■ **PROVIDED ENTRIES**:
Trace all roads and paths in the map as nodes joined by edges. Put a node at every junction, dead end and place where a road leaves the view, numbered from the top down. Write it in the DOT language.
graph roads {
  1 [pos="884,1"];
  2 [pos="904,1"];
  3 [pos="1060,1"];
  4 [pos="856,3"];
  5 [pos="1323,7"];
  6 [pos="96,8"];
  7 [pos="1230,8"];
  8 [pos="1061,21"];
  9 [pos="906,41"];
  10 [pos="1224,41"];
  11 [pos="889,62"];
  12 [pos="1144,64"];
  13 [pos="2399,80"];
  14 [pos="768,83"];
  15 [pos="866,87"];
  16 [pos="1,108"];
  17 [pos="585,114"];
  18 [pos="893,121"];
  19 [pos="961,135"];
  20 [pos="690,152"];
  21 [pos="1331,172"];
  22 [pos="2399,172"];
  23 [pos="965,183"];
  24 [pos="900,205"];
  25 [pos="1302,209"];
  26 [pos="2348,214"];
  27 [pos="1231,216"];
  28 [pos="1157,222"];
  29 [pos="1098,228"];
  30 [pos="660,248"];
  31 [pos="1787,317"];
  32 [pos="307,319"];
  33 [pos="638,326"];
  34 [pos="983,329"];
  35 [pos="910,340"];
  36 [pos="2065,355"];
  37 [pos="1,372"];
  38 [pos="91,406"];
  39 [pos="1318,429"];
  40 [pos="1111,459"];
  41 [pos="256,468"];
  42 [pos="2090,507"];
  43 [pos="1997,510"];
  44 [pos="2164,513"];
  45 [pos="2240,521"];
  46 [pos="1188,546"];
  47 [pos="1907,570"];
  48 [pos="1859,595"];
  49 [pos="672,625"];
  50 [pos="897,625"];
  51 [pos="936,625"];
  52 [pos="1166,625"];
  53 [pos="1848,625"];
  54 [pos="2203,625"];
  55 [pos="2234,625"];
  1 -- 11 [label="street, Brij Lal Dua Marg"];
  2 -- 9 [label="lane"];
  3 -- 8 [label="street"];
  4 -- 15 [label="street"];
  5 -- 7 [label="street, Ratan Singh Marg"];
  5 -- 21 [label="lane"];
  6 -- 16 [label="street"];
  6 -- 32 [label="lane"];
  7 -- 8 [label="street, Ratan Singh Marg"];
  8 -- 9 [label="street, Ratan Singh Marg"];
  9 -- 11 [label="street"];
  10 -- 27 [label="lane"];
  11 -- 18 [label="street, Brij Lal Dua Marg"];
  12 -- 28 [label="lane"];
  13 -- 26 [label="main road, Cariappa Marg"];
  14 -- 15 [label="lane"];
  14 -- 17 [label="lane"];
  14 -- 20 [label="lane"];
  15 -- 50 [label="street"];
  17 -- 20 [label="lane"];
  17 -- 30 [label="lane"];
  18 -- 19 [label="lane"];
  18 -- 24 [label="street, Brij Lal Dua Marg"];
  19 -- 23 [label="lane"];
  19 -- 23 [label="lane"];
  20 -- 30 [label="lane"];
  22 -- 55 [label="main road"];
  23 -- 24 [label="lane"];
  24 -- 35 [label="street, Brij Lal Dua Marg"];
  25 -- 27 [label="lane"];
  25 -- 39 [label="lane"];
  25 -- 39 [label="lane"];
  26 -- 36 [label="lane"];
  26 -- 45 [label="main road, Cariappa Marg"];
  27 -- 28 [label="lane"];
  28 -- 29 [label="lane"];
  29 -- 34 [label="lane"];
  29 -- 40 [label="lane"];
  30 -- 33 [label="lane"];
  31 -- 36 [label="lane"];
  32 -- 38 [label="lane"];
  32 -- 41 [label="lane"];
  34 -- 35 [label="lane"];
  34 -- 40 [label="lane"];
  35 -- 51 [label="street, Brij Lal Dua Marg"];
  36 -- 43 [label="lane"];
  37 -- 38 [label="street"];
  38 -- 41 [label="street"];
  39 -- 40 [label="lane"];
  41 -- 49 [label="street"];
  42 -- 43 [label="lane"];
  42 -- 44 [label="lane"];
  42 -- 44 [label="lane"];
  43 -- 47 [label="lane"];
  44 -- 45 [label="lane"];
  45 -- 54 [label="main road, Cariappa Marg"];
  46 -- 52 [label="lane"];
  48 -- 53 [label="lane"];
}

■ **WHAT YOU SHOULD DO**:
Repeat every record exactly, so that nothing is lost or altered.

■ **THE COMPLETED TASK**:
Trace all roads and paths in the map as nodes joined by edges. Put a node at every junction, dead end and place where a road leaves the view, numbered from the top down. Write it in the DOT language.
graph roads {
  1 [pos="884,1"];
  2 [pos="904,1"];
  3 [pos="1060,1"];
  4 [pos="856,3"];
  5 [pos="1323,7"];
  6 [pos="96,8"];
  7 [pos="1230,8"];
  8 [pos="1061,21"];
  9 [pos="906,41"];
  10 [pos="1224,41"];
  11 [pos="889,62"];
  12 [pos="1144,64"];
  13 [pos="2399,80"];
  14 [pos="768,83"];
  15 [pos="866,87"];
  16 [pos="1,108"];
  17 [pos="585,114"];
  18 [pos="893,121"];
  19 [pos="961,135"];
  20 [pos="690,152"];
  21 [pos="1331,172"];
  22 [pos="2399,172"];
  23 [pos="965,183"];
  24 [pos="900,205"];
  25 [pos="1302,209"];
  26 [pos="2348,214"];
  27 [pos="1231,216"];
  28 [pos="1157,222"];
  29 [pos="1098,228"];
  30 [pos="660,248"];
  31 [pos="1787,317"];
  32 [pos="307,319"];
  33 [pos="638,326"];
  34 [pos="983,329"];
  35 [pos="910,340"];
  36 [pos="2065,355"];
  37 [pos="1,372"];
  38 [pos="91,406"];
  39 [pos="1318,429"];
  40 [pos="1111,459"];
  41 [pos="256,468"];
  42 [pos="2090,507"];
  43 [pos="1997,510"];
  44 [pos="2164,513"];
  45 [pos="2240,521"];
  46 [pos="1188,546"];
  47 [pos="1907,570"];
  48 [pos="1859,595"];
  49 [pos="672,625"];
  50 [pos="897,625"];
  51 [pos="936,625"];
  52 [pos="1166,625"];
  53 [pos="1848,625"];
  54 [pos="2203,625"];
  55 [pos="2234,625"];
  1 -- 11 [label="street, Brij Lal Dua Marg"];
  2 -- 9 [label="lane"];
  3 -- 8 [label="street"];
  4 -- 15 [label="street"];
  5 -- 7 [label="street, Ratan Singh Marg"];
  5 -- 21 [label="lane"];
  6 -- 16 [label="street"];
  6 -- 32 [label="lane"];
  7 -- 8 [label="street, Ratan Singh Marg"];
  8 -- 9 [label="street, Ratan Singh Marg"];
  9 -- 11 [label="street"];
  10 -- 27 [label="lane"];
  11 -- 18 [label="street, Brij Lal Dua Marg"];
  12 -- 28 [label="lane"];
  13 -- 26 [label="main road, Cariappa Marg"];
  14 -- 15 [label="lane"];
  14 -- 17 [label="lane"];
  14 -- 20 [label="lane"];
  15 -- 50 [label="street"];
  17 -- 20 [label="lane"];
  17 -- 30 [label="lane"];
  18 -- 19 [label="lane"];
  18 -- 24 [label="street, Brij Lal Dua Marg"];
  19 -- 23 [label="lane"];
  19 -- 23 [label="lane"];
  20 -- 30 [label="lane"];
  22 -- 55 [label="main road"];
  23 -- 24 [label="lane"];
  24 -- 35 [label="street, Brij Lal Dua Marg"];
  25 -- 27 [label="lane"];
  25 -- 39 [label="lane"];
  25 -- 39 [label="lane"];
  26 -- 36 [label="lane"];
  26 -- 45 [label="main road, Cariappa Marg"];
  27 -- 28 [label="lane"];
  28 -- 29 [label="lane"];
  29 -- 34 [label="lane"];
  29 -- 40 [label="lane"];
  30 -- 33 [label="lane"];
  31 -- 36 [label="lane"];
  32 -- 38 [label="lane"];
  32 -- 41 [label="lane"];
  34 -- 35 [label="lane"];
  34 -- 40 [label="lane"];
  35 -- 51 [label="street, Brij Lal Dua Marg"];
  36 -- 43 [label="lane"];
  37 -- 38 [label="street"];
  38 -- 41 [label="street"];
  39 -- 40 [label="lane"];
  41 -- 49 [label="street"];
  42 -- 43 [label="lane"];
  42 -- 44 [label="lane"];
  42 -- 44 [label="lane"];
  43 -- 47 [label="lane"];
  44 -- 45 [label="lane"];
  45 -- 54 [label="main road, Cariappa Marg"];
  46 -- 52 [label="lane"];
  48 -- 53 [label="lane"];
}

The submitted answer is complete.